Bridgerton, Season One (2020)


Less Jane Austen and more steamy romance novel, Bridgerton offers up a salaciously gossipy and gorgeously costumed period drama that you may not want to watch with your mother.


It’s that time of year again, when a gaggle of hopeful mothers drags their debutante daughters out for “the season.” At the head of the pack of hopeful husband hunters is Daphne Bridgerton (Phoebe Dynevor), a pretty but mild-mannered girl whom her mother hopes might catch a good match. But her overbearing and pretentious snob of a brother, Anthony (Jonathan Bailey), is determined to chase away any suitor “not quite good enough” for his sister and soon thins the pack so much, Daphne despairs of anyone paying her a call after the latest ball. While all of London’s eligible female society has set their sights upon Simon (Rege-Jean Page), a marriageable duke fresh into his sizable inheritance, Daphne does not find him impressive.


Simon soon tires of the endless appeals for his attention, and the persistent encouragement of Lady Danbury (Adjoa Andoh), his childhood mentor and adult friend, to settle down with a nice girl, despite his reputation as a societal rake. He concocts a scheme that will suit both him and Daphne quite well—they shall pretend to fall in love. This will make other men pursue her, since anyone good enough for a duke is worth chasing, and he can refuse to dance with anyone else. The plan works. Or does it?


A fresh scandal sheet has caused a ruckus among high society. Its anonymous author takes various families ‘to task,’ both manipulating the rise and fall of the young debutantes; taunting the queen for her choice of favorites in one column and probing at dark secrets in the next. Daphne’s intrepid younger sister Eloise (Claudia Jessie) has decided to ascertain just who the writer is, if it’s the last thing she does. She tries to enlist her best friend Penelope (Nicola Coughlan), but that’s the last thing the poor girl cares about, since a new member of their household (Ruby Barker) has caused a fuss by stealing all the attention for herself. This will never do!


Based on a set of steamy Regency romance novels that many critics call “Jane Austen with sex,” Bridgerton has exquisite costumes and interiors, an “alternate history” setting (in which the king has married a black woman, thus giving rise to a black nobility that is treated as equals), witty writing, and a few memorable characters. Eloise has the most memorable role as a girl whose main priority in life is to unearth the “ingenious” writer behind the weekly scandal sheet that has all her neighbors in a continual uproar; the rest of the characters are passable, but not particularly memorable. Simon is dashing, but also a serial philanderer and sends out a great many “mixed messages.” It’s fun to see something original that plays out like Gossip Girl for the 1800s, and there are clever twists here and there as it takes us through the whole Regency playlist, from sun break duels over a woman’s honor to its heroines not having the least idea “how babies get made” until after their weddings.

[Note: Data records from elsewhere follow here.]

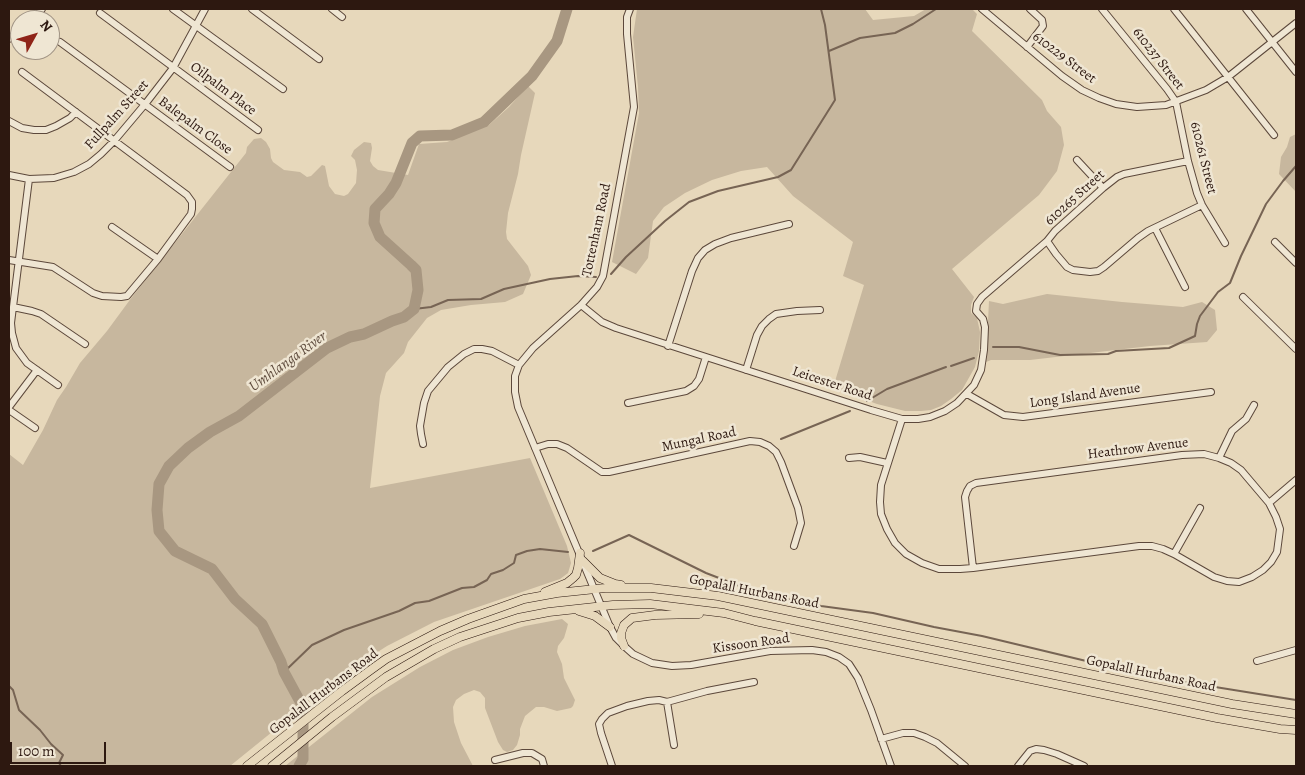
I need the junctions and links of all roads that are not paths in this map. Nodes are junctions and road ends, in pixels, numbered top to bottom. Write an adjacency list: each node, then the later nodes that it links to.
1 (173, 9): 14 (street)
2 (205, 9): 14 (street, Fullpalm Street)
3 (252, 9): 18 (street)
4 (332, 9): 12 (street)
5 (630, 9): 50 (street, Tottenham Road)
6 (982, 9): 17 (street, 610229 Street)
7 (1030, 9): 17 (street)
8 (1102, 9): 24 (street, 610237 Street)
9 (1174, 9): 22 (street)
10 (1246, 9): 16 (street)
11 (100, 13): 19 (street, Oilpalm Place)
12 (342, 16)
13 (1296, 23): 16 (street, 610229 Street)
14 (196, 26): 19 (street, Fullpalm Street); 23 (street)
15 (60, 42): 25 (street, Balepalm Close)
16 (1272, 42): 21 (street); 22 (street, 610229 Street)
17 (1027, 47): 24 (street, 610229 Street)
18 (319, 59)
19 (174, 68): 25 (street, Fullpalm Street); 28 (street, Oilpalm Place)
20 (22, 72): 26 (street)
21 (1296, 72)
22 (1228, 77): 24 (street, 610229 Street); 29 (street)
23 (283, 89)
24 (1176, 102): 32 (street, 610261 Street)
25 (145, 104): 30 (street, Fullpalm Street); 33 (street, Balepalm Close)
26 (76, 112): 27 (street); 30 (street)
27 (9, 121)
28 (258, 130)
29 (1274, 135)
30 (114, 141): 35 (street, Fullpalm Street); 44 (street)
31 (1077, 160): 36 (street)
32 (1188, 161): 36 (street, 610265 Street); 37 (street, 610261 Street)
33 (230, 167)
34 (9, 175): 35 (street, Fullpalm Street)
35 (29, 179): 46 (street)
36 (1103, 188): 41 (street, 610265 Street)
37 (1202, 205): 40 (street, 610265 Street); 43 (street, 610261 Street)
38 (789, 224): 54 (street)
39 (112, 226): 44 (street)
40 (1155, 228): 41 (street, 610265 Street); 48 (street)
41 (1047, 241): 62 (street, Leicester Road)
42 (1275, 242): 47 (street)
43 (1225, 243)
44 (158, 259): 46 (street)
45 (9, 260): 46 (street)
46 (20, 261): 51 (street)
47 (1296, 264)
48 (1185, 287)
49 (1243, 298): 55 (street)
50 (582, 305): 54 (street, Leicester Road); 57 (street, Tottenham Road)
51 (13, 307): 53 (street); 58 (street)
52 (820, 310): 59 (street)
53 (84, 344)
54 (668, 346): 56 (street, Leicester Road)
55 (1296, 349)
56 (706, 357): 59 (street, Leicester Road); 63 (street)
57 (519, 365): 68 (street); 69 (street)
58 (37, 370): 60 (street); 65 (street)
59 (746, 370): 66 (street, Leicester Road)
60 (58, 385)
61 (1212, 392): 62 (street, Long Island Avenue)
62 (967, 394): 66 (street, Leicester Road)
63 (628, 403)
64 (1254, 405): 71 (street)
65 (9, 409): 67 (street)
66 (902, 419): 72 (street, Heathrow Avenue)
67 (36, 428)
68 (423, 444)
69 (535, 448): 76 (street, Mungal Road); 77 (street)
70 (849, 458): 72 (street)
71 (1219, 458): 74 (street, Heathrow Avenue); 80 (street, Heathrow Avenue)
72 (887, 464): 80 (street, Heathrow Avenue)
73 (1296, 480): 74 (street)
74 (1269, 503): 78 (street, Heathrow Avenue)
75 (1200, 508): 78 (street)
76 (794, 546)
77 (580, 553): 79 (street); 83 (main road)
78 (1174, 554): 80 (street, Heathrow Avenue)
79 (583, 562): 81 (main road); 82 (street)
80 (973, 568)
81 (639, 588): 82 (main road, Gopalall Hurbans Road); 93 (main road, Gopalall Hurbans Road)
82 (594, 590): 83 (main road, Gopalall Hurbans Road); 84 (street, Kissoon Road)
83 (524, 599): 99 (main road, Gopalall Hurbans Road)
84 (601, 606): 85 (main road, Gopalall Hurbans Road); 86 (main road, Gopalall Hurbans Road); 87 (street, Kissoon Road)
85 (573, 610): 87 (main road); 98 (main road, Gopalall Hurbans Road)
86 (724, 613): 88 (main road); 94 (main road, Gopalall Hurbans Road)
87 (610, 627): 88 (street, Kissoon Road)
88 (624, 646): 95 (street, Kissoon Road)
89 (1296, 650): 90 (street)
90 (1257, 661)
91 (754, 682): 92 (street)
92 (667, 702): 96 (street); 101 (street)
93 (1296, 714)
94 (1296, 730)
95 (881, 739): 102 (street, Kissoon Road); 103 (street)
96 (674, 745)
97 (495, 760): 100 (street)
98 (274, 764)
99 (247, 766)
100 (544, 766)
101 (612, 766)
102 (891, 766)
103 (965, 766)
104 (1018, 766): 105 (street)
105 (1084, 766)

Episode one has two saucy bits and then it’s quite chaste until the end of episode five, and from there it’s all downhill as the series treats us to graphic montages of sex scenes. Some people wish Jane Austen had written more explicit material, but I am not one of them. I have no need to see a Regency orgy or follow two romantic leads into the bedroom (and into the summer house, and into the garden gazebo, and into the library...) again and again. If you don’t mind a lot of moaning and panting and naked backsides, it’s a fun frolic through an earlier period in history… but I prefer my leading men a little more chaste and a lot more dressed.


Sexual Content:
12 individual scenes of graphic sexual content, all of which include nudity, movement, moaning, and sometimes oral sex, and some of which are up to five minutes in length; there are two scenes in episode one, an extremely long “marital consummation” scene in episode five (along with a brief orgy scene in which a man stumbles into a room to find two other men entwined; he starts kissing two women), a half dozen sex scenes in episode 6 that range all over the house and grounds (some of them oral), and two subsequent scenes in the final two episodes. Conversations about unmarried mothers, about how to make babies, about self-pleasuring (episode four has a scene in which the heroine does just that while imagining the man she loves). Nude models pose for artists (we see bare bottoms and breasts).
Scattered f-words (four or five total) and mild profanities.
Boxing matches and instances where fights break out among men who pummel each other and leave each other black-eyed. A duel bullet goes astray and causes a woman to fall off a horse. 


A woman confronts a young woman with her bed sheets and says she has not bled in over a month. A woman's period starts (we see her cupping a napkin full of blood). A woman tries to abort her child by drinking herbal tea.